**Task instructions:**
Drop every picture and give the entries back exactly.

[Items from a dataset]
§

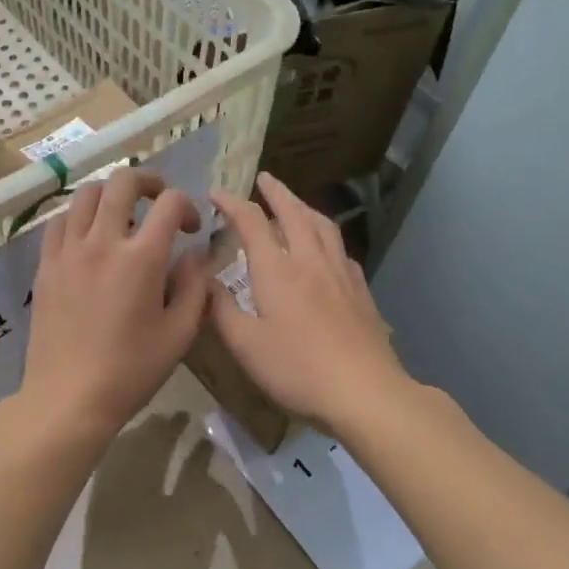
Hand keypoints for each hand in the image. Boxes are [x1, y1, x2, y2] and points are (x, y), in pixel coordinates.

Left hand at [15, 167, 211, 444]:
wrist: (69, 397)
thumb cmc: (131, 371)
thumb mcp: (180, 334)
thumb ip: (195, 286)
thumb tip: (196, 255)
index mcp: (142, 258)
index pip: (170, 204)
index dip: (187, 206)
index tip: (191, 229)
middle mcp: (103, 242)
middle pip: (123, 181)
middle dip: (149, 181)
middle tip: (159, 200)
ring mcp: (68, 251)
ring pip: (86, 195)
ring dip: (111, 195)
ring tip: (123, 215)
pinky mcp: (45, 265)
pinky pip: (59, 222)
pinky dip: (78, 217)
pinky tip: (88, 236)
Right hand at [209, 172, 409, 428]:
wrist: (364, 390)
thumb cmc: (297, 369)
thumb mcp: (245, 345)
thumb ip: (221, 309)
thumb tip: (204, 279)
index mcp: (277, 271)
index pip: (252, 222)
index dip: (232, 203)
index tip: (216, 191)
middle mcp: (310, 261)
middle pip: (294, 213)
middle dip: (277, 192)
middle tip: (265, 178)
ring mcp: (341, 274)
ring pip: (323, 226)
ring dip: (305, 207)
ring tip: (295, 204)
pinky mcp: (360, 291)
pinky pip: (341, 249)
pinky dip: (326, 236)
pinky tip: (326, 249)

§

**Your solution:**
Hand keypoints for each hand in the image. Boxes are [x1, y1, x2, y2] and points are (x, y), in pixel coordinates.

Left hand at [15, 167, 211, 444]:
wrist: (69, 397)
thumb cmc: (131, 371)
thumb mcp: (180, 334)
thumb ip: (195, 286)
thumb tip: (196, 255)
index mcp: (142, 258)
index pip: (170, 204)
index dip: (187, 206)
index tip: (191, 229)
middle mcp: (103, 242)
middle pip: (123, 181)
middle dip: (149, 181)
middle tip: (159, 200)
ring mcp: (68, 251)
ring pip: (86, 195)
ring dip: (111, 195)
ring tip: (123, 215)
pinky mcp: (45, 265)
pinky pip: (59, 222)
pinky dip: (78, 217)
pinky tip: (88, 236)
Right hand at [209, 172, 409, 428]:
wrist: (364, 390)
thumb cmc: (297, 369)
thumb mcp: (245, 345)
thumb ip: (221, 309)
thumb tip: (204, 279)
index mcp: (277, 271)
index pip: (252, 222)
index dip: (232, 203)
index tip: (216, 191)
middle mcp: (310, 261)
middle pip: (294, 213)
middle dip: (277, 192)
middle tip: (265, 178)
ring mcp: (341, 274)
ring pip: (323, 226)
ring dip: (305, 207)
ring tip: (295, 204)
pinky mcp: (360, 291)
pinky pip: (341, 249)
pinky dip: (326, 236)
pinky tip: (326, 249)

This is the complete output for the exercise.